On Wednesday, November 6th, American Gene Technologies (AGT) submitted a document almost 1,000 pages in length to the FDA that outlines what they say could have the cure for HIV/AIDS. The research facility that is based in Maryland submitted their research for Phase I trial of its autologous cell therapy for HIV reports BioBuzz.
The company has been working to develop an innovative HIV treatment that could use immunotherapy to eliminate the possibility for AIDS progression and immunity from future HIV exposures, if successful.
This new possibility is unique because it would focus on immune cells necessary for creating strong immunity against a virus and by protecting these cells to disable HIV. If successful, the cell’s natural process of building immunity can be restored and future exposure to HIV will be countered by an individual’s own immune system.
CEO of AGT, Jeff Galvin, says:
We want to get these people out of jail and back to normal life. We see this as critically important we need to move these people from anti-retroviral control to permanent immunity and we think our project may be able to do that.

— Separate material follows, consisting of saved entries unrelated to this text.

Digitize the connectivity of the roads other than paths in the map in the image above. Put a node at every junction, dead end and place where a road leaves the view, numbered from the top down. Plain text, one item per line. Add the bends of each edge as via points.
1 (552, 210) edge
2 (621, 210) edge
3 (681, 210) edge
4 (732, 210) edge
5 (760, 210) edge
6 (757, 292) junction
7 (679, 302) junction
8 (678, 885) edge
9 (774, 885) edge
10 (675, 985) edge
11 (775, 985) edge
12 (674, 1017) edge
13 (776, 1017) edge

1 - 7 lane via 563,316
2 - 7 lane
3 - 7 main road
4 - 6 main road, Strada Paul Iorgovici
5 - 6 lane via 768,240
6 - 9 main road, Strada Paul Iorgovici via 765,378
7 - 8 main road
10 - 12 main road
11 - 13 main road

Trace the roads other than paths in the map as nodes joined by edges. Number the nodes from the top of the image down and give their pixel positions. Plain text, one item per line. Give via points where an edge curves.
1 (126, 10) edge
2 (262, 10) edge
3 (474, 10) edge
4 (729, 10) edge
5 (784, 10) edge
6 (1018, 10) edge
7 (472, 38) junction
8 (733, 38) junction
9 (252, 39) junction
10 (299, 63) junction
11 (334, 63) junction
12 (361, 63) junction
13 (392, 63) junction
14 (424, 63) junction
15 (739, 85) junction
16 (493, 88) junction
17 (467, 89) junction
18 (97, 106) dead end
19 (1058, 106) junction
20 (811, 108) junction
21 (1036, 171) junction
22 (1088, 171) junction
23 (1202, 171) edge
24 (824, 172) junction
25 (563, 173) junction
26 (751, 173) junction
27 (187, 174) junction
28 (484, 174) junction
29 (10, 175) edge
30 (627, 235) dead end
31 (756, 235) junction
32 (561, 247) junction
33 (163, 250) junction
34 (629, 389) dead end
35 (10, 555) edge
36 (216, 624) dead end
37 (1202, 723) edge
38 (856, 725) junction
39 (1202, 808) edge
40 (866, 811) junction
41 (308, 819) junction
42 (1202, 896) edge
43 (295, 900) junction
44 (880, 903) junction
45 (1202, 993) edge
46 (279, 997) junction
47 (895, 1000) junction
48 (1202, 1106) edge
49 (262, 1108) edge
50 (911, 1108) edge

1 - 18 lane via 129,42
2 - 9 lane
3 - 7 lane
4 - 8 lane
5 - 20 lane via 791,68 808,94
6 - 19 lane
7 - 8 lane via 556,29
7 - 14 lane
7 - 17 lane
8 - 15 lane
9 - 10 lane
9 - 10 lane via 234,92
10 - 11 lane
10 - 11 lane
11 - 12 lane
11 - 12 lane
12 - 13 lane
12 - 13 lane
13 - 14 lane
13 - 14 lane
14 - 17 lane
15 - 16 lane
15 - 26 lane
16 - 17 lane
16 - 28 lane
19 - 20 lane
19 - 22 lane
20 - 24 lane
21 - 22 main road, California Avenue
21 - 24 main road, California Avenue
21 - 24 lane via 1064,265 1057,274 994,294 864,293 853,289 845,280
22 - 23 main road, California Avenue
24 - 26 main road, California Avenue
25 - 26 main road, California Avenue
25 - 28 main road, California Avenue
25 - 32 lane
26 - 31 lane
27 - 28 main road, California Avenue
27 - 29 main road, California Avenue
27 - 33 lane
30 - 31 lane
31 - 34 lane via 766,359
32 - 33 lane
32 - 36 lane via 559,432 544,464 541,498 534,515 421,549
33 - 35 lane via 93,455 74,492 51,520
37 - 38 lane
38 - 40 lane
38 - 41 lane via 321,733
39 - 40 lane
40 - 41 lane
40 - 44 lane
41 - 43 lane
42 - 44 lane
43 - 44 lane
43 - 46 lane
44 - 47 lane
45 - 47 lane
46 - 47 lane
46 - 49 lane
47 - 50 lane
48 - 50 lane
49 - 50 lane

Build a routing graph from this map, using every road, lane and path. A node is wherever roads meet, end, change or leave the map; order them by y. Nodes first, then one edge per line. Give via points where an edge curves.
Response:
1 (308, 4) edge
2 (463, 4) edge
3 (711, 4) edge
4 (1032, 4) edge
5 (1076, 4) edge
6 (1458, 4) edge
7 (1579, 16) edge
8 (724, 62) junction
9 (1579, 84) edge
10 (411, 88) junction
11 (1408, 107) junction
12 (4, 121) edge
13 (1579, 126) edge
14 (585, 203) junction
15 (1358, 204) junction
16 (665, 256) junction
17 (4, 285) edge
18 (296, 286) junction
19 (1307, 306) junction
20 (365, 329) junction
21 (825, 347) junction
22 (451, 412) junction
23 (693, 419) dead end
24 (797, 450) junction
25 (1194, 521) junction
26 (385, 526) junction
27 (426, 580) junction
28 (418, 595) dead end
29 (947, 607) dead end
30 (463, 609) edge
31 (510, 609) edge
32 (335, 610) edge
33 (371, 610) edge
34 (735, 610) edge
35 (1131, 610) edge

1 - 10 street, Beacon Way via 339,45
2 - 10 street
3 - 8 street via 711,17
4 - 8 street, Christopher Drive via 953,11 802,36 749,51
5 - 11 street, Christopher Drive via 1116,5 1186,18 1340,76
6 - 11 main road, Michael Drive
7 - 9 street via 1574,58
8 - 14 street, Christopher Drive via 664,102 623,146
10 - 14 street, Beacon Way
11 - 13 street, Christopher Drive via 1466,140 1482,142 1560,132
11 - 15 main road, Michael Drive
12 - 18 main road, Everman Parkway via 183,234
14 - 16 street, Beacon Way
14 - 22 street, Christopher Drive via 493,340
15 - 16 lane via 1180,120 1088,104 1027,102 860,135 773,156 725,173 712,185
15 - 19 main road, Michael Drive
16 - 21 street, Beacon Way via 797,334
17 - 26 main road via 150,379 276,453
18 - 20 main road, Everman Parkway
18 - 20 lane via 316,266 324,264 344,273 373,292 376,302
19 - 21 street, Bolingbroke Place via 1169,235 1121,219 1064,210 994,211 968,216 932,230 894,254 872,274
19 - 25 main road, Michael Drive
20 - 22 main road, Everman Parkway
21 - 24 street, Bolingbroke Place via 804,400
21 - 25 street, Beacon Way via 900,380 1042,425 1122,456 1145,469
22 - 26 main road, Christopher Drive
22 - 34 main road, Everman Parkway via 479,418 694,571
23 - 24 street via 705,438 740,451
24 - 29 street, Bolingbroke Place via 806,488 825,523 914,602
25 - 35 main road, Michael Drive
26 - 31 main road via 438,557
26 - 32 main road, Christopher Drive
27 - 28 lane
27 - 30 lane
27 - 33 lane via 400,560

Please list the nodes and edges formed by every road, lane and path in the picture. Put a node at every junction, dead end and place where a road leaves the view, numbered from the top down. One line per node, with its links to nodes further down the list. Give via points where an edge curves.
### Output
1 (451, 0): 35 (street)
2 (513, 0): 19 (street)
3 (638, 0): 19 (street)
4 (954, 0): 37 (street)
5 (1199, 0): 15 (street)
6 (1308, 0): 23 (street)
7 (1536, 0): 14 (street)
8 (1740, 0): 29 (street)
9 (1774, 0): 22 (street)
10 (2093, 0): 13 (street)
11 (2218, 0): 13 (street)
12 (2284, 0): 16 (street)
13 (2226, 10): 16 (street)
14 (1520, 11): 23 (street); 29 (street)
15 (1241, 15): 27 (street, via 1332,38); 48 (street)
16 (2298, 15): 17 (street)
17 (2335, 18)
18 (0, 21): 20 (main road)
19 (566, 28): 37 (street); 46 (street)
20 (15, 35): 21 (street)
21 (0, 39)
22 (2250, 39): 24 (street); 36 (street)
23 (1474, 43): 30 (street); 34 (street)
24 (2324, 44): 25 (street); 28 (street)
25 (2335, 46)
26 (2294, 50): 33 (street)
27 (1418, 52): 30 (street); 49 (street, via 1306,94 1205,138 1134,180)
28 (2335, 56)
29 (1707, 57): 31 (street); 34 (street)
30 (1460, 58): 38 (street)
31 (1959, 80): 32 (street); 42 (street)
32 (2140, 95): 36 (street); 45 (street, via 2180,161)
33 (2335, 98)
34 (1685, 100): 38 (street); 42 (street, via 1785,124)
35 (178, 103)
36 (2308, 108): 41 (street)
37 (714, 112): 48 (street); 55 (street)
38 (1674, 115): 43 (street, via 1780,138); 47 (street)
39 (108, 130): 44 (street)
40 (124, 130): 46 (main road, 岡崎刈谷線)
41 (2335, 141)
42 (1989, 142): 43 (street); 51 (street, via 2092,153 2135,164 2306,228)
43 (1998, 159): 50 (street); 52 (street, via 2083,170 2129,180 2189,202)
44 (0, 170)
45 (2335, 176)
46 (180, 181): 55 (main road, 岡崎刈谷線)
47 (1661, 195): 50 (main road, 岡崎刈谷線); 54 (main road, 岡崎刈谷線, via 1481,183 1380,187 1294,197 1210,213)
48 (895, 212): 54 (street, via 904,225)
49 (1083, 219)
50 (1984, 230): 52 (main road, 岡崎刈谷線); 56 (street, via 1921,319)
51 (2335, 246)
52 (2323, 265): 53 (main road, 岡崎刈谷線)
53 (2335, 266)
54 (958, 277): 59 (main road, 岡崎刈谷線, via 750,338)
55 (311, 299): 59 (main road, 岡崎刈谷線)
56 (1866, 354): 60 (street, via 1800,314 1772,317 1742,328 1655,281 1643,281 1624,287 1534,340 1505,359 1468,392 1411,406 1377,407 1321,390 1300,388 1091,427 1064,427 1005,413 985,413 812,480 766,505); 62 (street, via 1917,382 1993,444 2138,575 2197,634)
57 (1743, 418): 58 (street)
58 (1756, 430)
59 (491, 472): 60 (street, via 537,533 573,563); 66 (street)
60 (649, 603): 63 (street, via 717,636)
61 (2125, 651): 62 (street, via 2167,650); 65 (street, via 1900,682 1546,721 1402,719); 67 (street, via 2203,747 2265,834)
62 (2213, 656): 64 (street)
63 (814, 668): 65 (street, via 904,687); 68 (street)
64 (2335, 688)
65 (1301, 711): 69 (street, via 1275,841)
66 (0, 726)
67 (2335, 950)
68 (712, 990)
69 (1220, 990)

AGT expects to hear back from the FDA by the end of the year or early January with information on whether they can move forward with clinical trials or not.
Why is it that news from these scientific institutions is important?
In the early days of the HIV/AIDS crisis, the BioHealth Capital Region was the epicenter of HIV/AIDS research, with much of this groundbreaking research occurring within the lab of the now famed NIH researcher, Dr. Robert Gallo. In 1983 and 1984 Gallo and his collaborators co-discovered and confirmed that the virus responsible for the killer disease known as AIDS was human T lymphotropic virus type III (HTLV-III). Gallo and the company went on to develop the first test that identified the virus in humans—the HIV-antibody blood test.
The 1995 approval of Highly Active Antiretroviral Treatment (HAART), which was the result of the remarkable, collaborative efforts of the scientific community, led to the reduction of AIDS-related deaths and hospitalizations by 60-80%. A short time later what was once a three-drug cocktail had been transformed into a pill taken once daily by HIV sufferers. – biobuzz.io
Currently there are approximately 1.1 million people living with HIV/AIDS in the U.S. and over 19.5 million people world-wide estimated to be receiving antiretroviral treatment.